I think the best day though was the day, about a year after I brought her in; I sat Rys down and went over the value she had brought to the company. Given the revenue she had generated by ceaselessly hounding delinquent accounts, and occasionally suing them through the courts, and winning, she had easily doubled the cash-value of the business, so I thought it only fair that she be a full partner, so the practice was now ‘Kershaw-Elliot Associates’ with my RIBA registration prominently displayed so no-one was in any doubt what we did.
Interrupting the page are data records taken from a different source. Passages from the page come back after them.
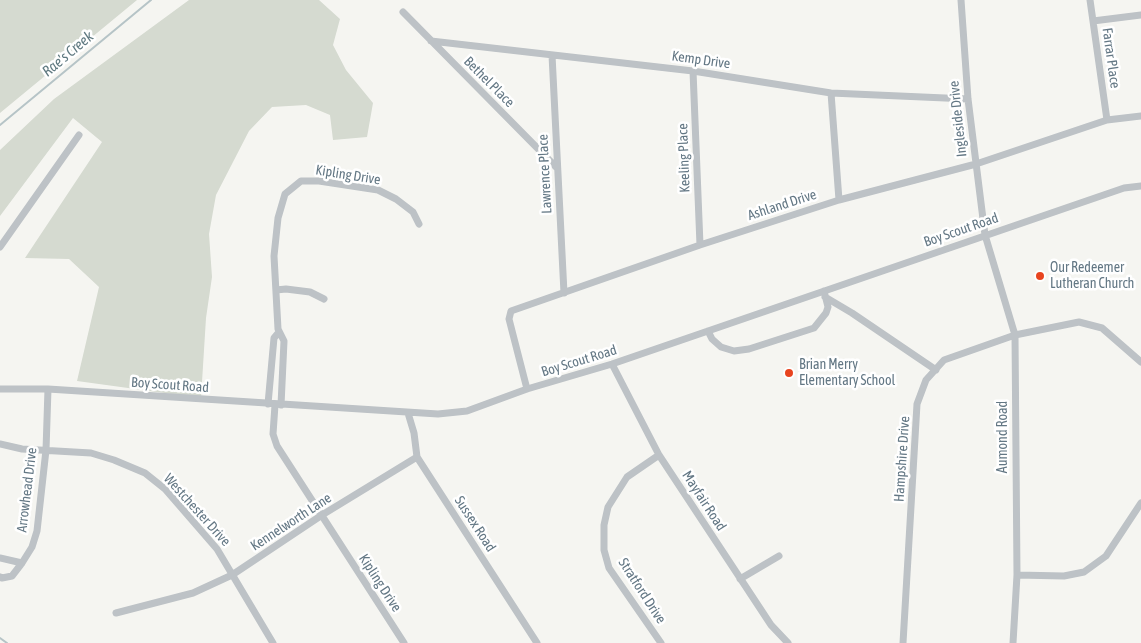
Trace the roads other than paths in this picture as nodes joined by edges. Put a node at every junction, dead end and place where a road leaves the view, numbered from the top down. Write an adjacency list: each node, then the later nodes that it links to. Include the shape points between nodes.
1 (961, 0): 10 (street, Ingleside Drive)
2 (1090, 0): 5 (street, Farrar Place)
3 (403, 12): 6 (street, Bethel Place)
4 (1141, 15): 5 (street)
5 (1093, 21): 12 (street, Farrar Place)
6 (431, 41): 7 (street, Kemp Drive); 15 (street, Bethel Place)
7 (552, 55): 8 (street, Kemp Drive); 15 (street, Lawrence Place)
8 (693, 71): 9 (street, Kemp Drive); 20 (street, Keeling Place)
9 (831, 93): 10 (street, Kemp Drive); 17 (street)
10 (968, 98): 14 (street, Ingleside Drive)
11 (1141, 116): 12 (street, Ashland Drive)
12 (1107, 120): 14 (street, Ashland Drive)
13 (79, 135): 21 (street)
14 (976, 164): 17 (street, Ashland Drive); 19 (street, Ingleside Drive)
15 (557, 168): 23 (street, Lawrence Place)
16 (1141, 186): 19 (street, Boy Scout Road, via 1124,188)
17 (839, 200): 20 (street, Ashland Drive)
18 (419, 224): 22 (street, Kipling Drive, via 412,212 378,190 301,181 284,194 278,218 274,256)
19 (985, 236): 24 (street, Boy Scout Road); 28 (street, Aumond Road)
20 (700, 245): 23 (street, Ashland Drive)
21 (0, 247)
22 (276, 290): 25 (street, via 310,292); 27 (street, Kipling Drive)
23 (564, 293): 34 (street, Ashland Drive, via 511,311 509,319)
24 (825, 294): 26 (street, Boy Scout Road); 26 (street, via 828,308 814,328 749,349 734,351 721,347); 31 (street)
25 (324, 299)
26 (708, 331): 30 (street, Boy Scout Road)
27 (279, 332): 35 (street, Kipling Drive, via 274,338); 35 (street, Kipling Drive, via 284,341)
28 (1015, 335): 29 (street, Hampshire Drive, via 1079,322 1102,328); 31 (street, Hampshire Drive, via 944,360); 47 (street, Aumond Road)
29 (1141, 362)
30 (612, 364): 34 (street, Boy Scout Road); 39 (street, Mayfair Road)
31 (936, 370): 56 (street, Hampshire Drive, via 926,380 918,404)
32 (0, 389): 33 (street, Boy Scout Road)
33 (48, 389): 35 (street, Boy Scout Road); 38 (street, Arrowhead Drive)
34 (528, 389): 36 (street, Boy Scout Road, via 467,411)
35 (274, 404): 36 (street, Boy Scout Road); 42 (street, Kipling Drive, via 273,434 277,446)
36 (408, 413): 40 (street, Sussex Road)
37 (0, 444): 38 (street, Westchester Drive)
38 (46, 450): 45 (street, Arrowhead Drive, via 38,531); 46 (street, Westchester Drive, via 91,453 145,473 165,489 217,549)
39 (659, 455): 49 (street, Mayfair Road); 54 (street, Stratford Drive, via 627,477 608,507 604,550 610,568)
40 (417, 457): 42 (street, Kennelworth Lane); 53 (street, Sussex Road)
41 (1141, 503): 47 (street, via 1106,556 1084,572 1064,576)
42 (322, 515): 46 (street, Kennelworth Lane); 52 (street, Kipling Drive)
43 (779, 556): 49 (street)
44 (0, 558): 45 (street)
45 (22, 563): 48 (street, Arrowhead Drive, via 12,576)
46 (232, 575): 50 (street, Kennelworth Lane, via 192,594); 51 (street, Westchester Drive)
47 (1017, 575): 57 (street, Aumond Road)
48 (0, 577)
49 (740, 578): 55 (street, Mayfair Road, via 770,625)
50 (116, 613)
51 (274, 643)
52 (404, 643)
53 (537, 643)
54 (661, 643)
55 (788, 643)
56 (902, 643)
57 (1013, 643)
Making Rys my partner ensured a lifetime free of worry and debt, and left the futures of her children in no doubt; so what if Max Elliot decided to weasel out of his family obligations, Carys no longer had to worry about that, the company coffers were stuffed to overflowing with more coming in every day as more and more commissions hit our desks, and fully half of it was hers; she’d earned it, and her future was assured.
The icing on the cake was a RIBA dinner we’d been invited to; the practice was up for an innovation award and several design awards, and the partners were expected to attend, so I handed Rys the company credit card and told her to get a top to toe spa treatment, and get a suitable ball gown, and don’t forget dancing shoes, because I felt like celebrating with my new business partner.
The dinner-dance was being held at the Dorchester; the Royal Institute of British Architects is a prestigious club to be a part of, and their awards dinners were glam, glitzy affairs. We splurged and hired a limo, to take us from Oswestry, on the Welsh border, where my office was, to Park Lane, London because I didn’t want to drive for four hours and arrive tired and rumpled, so we pushed the boat out a little. When I showed up to collect Carys I was stunned; she’d kept her dress a secret, and when I saw it I understood why; Royal Blue, but the exact same shade as her eyes, with a plunging but discreet strapless neckline, what mum always called a willpower dress, but she had the curves to fill it most enticingly, and a slit up the side to display her creamy thigh decorated with a sheer, lace-topped hold-up stocking.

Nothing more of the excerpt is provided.